··· SOURCE MATERIAL

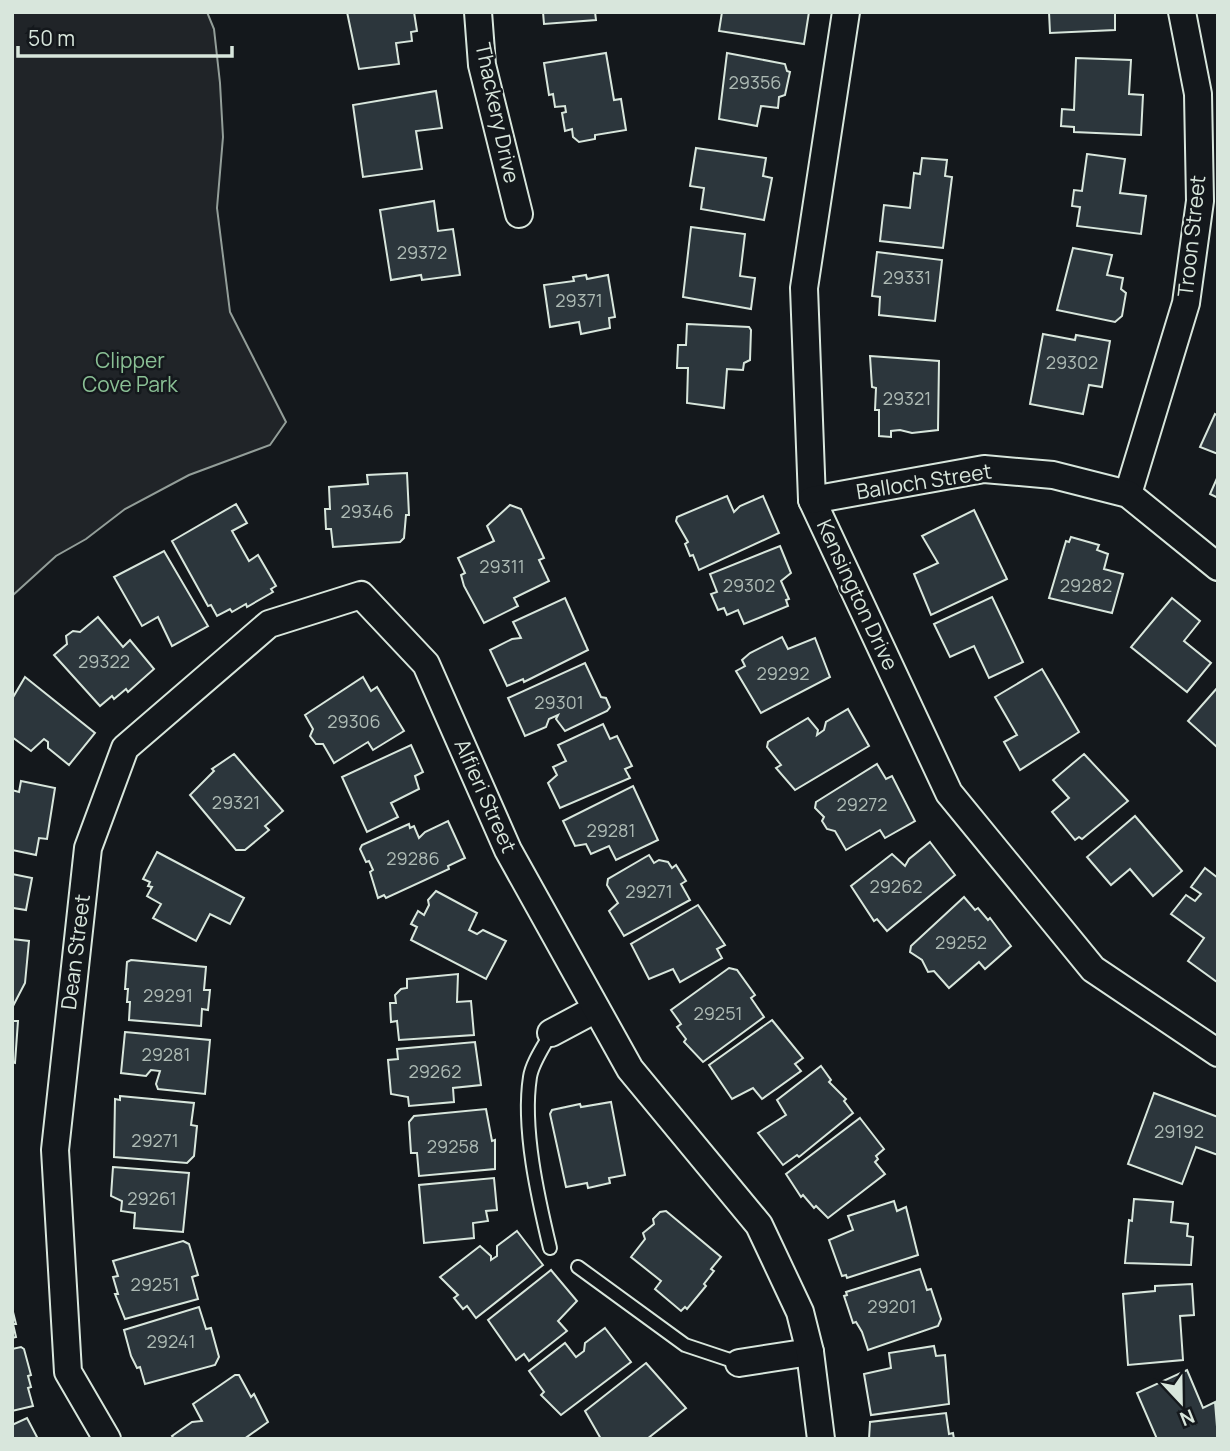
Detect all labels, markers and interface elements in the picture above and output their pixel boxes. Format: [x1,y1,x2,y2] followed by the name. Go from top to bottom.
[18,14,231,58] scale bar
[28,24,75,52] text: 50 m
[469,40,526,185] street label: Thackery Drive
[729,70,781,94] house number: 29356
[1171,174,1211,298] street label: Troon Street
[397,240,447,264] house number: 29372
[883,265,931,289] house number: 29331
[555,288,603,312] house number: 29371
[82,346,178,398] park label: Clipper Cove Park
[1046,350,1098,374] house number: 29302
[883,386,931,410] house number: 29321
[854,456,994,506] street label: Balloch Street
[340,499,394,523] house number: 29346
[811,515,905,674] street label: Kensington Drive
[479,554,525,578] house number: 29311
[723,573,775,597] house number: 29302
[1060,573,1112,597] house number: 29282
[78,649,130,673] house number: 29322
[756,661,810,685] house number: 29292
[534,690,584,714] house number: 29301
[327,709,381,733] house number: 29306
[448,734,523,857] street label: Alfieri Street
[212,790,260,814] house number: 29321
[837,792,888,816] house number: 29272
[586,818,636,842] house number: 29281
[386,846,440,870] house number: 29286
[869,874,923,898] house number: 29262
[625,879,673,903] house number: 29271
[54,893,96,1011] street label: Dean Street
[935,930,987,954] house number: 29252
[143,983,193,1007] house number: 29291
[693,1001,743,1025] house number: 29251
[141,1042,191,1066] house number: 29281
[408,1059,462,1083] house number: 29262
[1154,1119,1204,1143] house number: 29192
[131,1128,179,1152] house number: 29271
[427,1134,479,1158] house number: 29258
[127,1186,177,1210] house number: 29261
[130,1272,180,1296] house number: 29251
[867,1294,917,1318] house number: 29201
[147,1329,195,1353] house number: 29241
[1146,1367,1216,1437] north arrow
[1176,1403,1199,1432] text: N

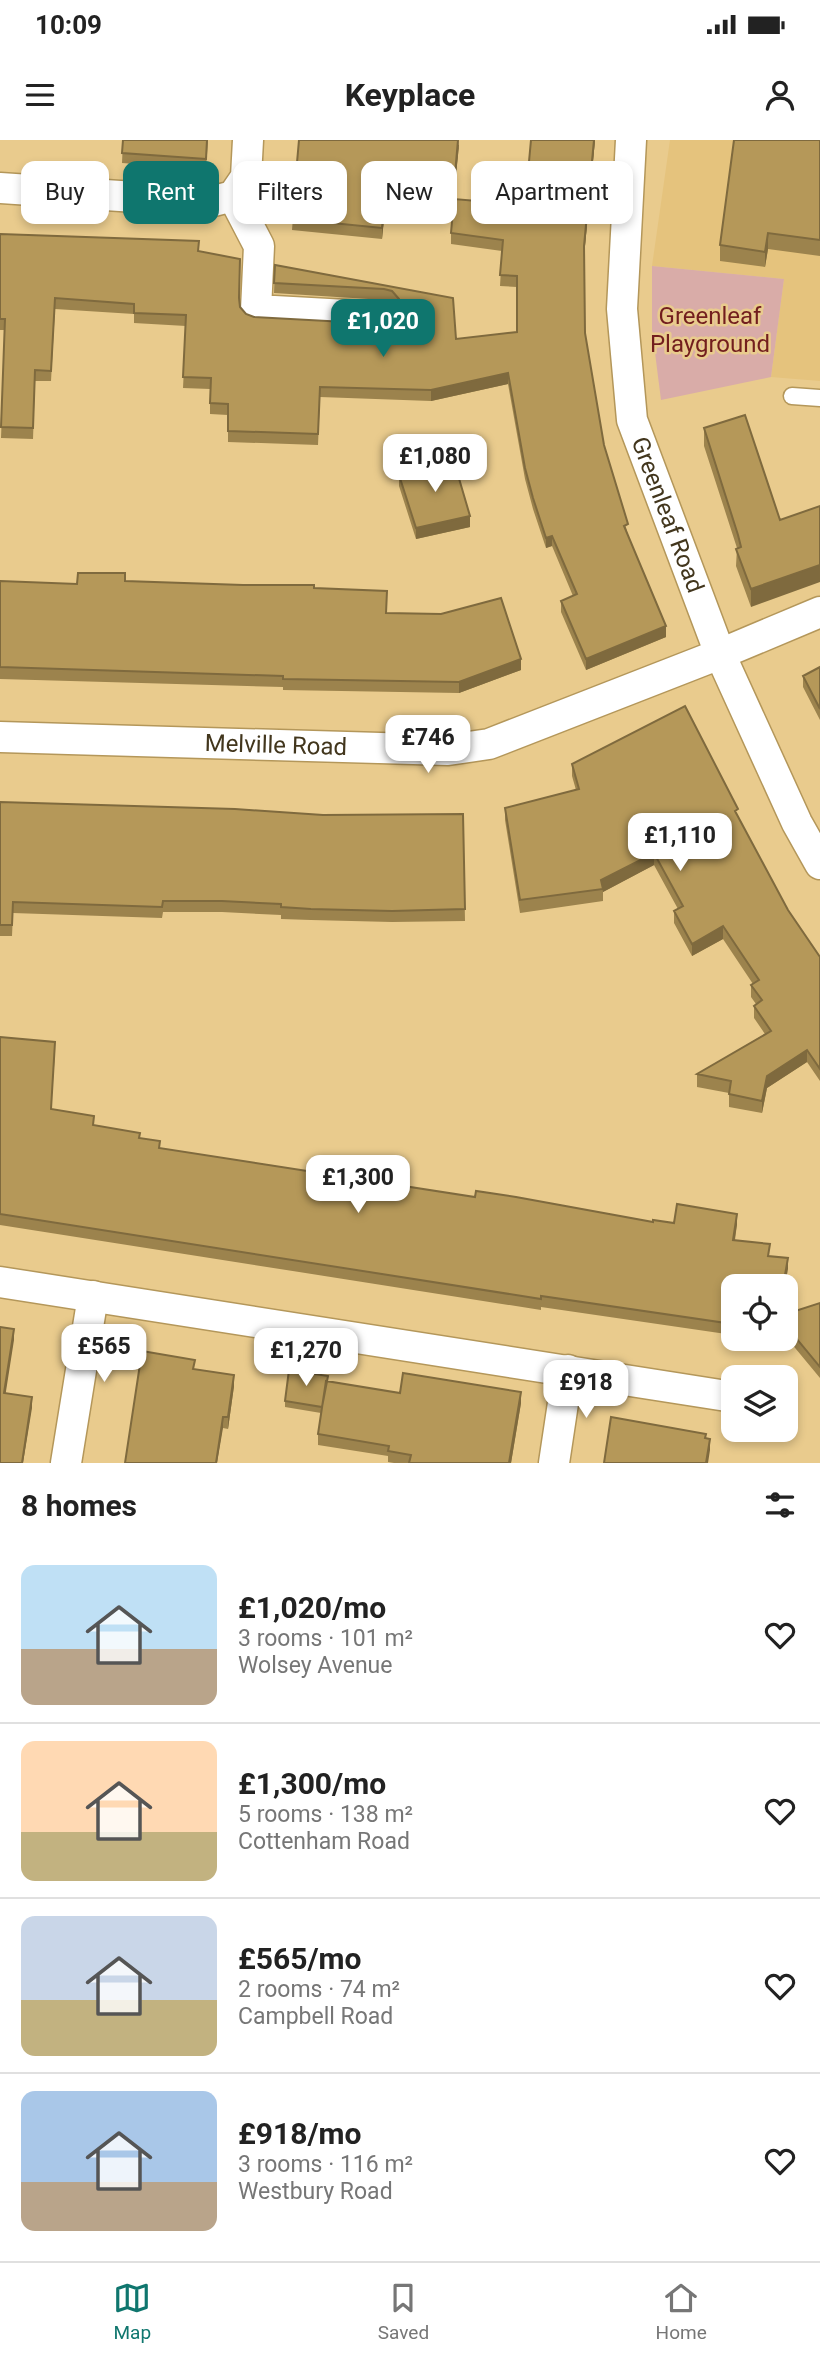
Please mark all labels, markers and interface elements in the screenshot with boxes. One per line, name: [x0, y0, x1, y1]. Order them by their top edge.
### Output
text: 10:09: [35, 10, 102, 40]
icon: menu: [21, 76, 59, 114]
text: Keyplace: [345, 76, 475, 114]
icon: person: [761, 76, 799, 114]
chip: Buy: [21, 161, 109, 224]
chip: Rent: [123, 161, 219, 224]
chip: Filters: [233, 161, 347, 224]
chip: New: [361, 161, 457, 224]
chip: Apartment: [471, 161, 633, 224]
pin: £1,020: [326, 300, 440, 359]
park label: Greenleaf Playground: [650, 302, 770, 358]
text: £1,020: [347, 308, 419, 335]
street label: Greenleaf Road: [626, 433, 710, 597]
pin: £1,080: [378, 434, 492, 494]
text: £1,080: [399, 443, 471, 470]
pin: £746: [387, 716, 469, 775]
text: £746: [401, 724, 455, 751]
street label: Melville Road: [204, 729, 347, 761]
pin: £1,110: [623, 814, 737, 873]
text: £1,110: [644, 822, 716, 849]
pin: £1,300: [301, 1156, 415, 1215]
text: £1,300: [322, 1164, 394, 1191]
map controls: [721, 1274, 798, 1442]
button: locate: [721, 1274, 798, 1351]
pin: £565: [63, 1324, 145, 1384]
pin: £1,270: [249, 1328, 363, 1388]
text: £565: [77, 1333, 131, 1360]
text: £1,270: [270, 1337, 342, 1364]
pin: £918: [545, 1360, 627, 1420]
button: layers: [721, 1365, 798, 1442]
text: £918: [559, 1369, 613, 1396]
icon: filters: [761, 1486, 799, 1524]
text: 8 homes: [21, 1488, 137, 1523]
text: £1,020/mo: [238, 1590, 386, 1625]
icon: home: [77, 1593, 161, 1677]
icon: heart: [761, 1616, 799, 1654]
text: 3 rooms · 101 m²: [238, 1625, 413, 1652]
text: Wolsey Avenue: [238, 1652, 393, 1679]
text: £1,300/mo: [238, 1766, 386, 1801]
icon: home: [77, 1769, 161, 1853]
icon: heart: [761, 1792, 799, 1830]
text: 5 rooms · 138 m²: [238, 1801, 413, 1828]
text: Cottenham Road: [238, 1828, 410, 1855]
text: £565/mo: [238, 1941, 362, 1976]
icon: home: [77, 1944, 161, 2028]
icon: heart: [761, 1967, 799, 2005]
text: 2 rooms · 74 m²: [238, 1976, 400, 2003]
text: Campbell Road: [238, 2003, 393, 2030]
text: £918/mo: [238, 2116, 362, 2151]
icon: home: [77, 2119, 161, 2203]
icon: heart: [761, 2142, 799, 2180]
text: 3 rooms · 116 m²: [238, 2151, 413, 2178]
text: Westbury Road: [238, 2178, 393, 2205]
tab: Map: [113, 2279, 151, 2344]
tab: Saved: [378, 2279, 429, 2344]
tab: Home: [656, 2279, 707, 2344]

······

TASK GOAL:
Scan the data above and state how many of its lines contain the string "labels", with no other content.

EXERCISE RESPONSE:
2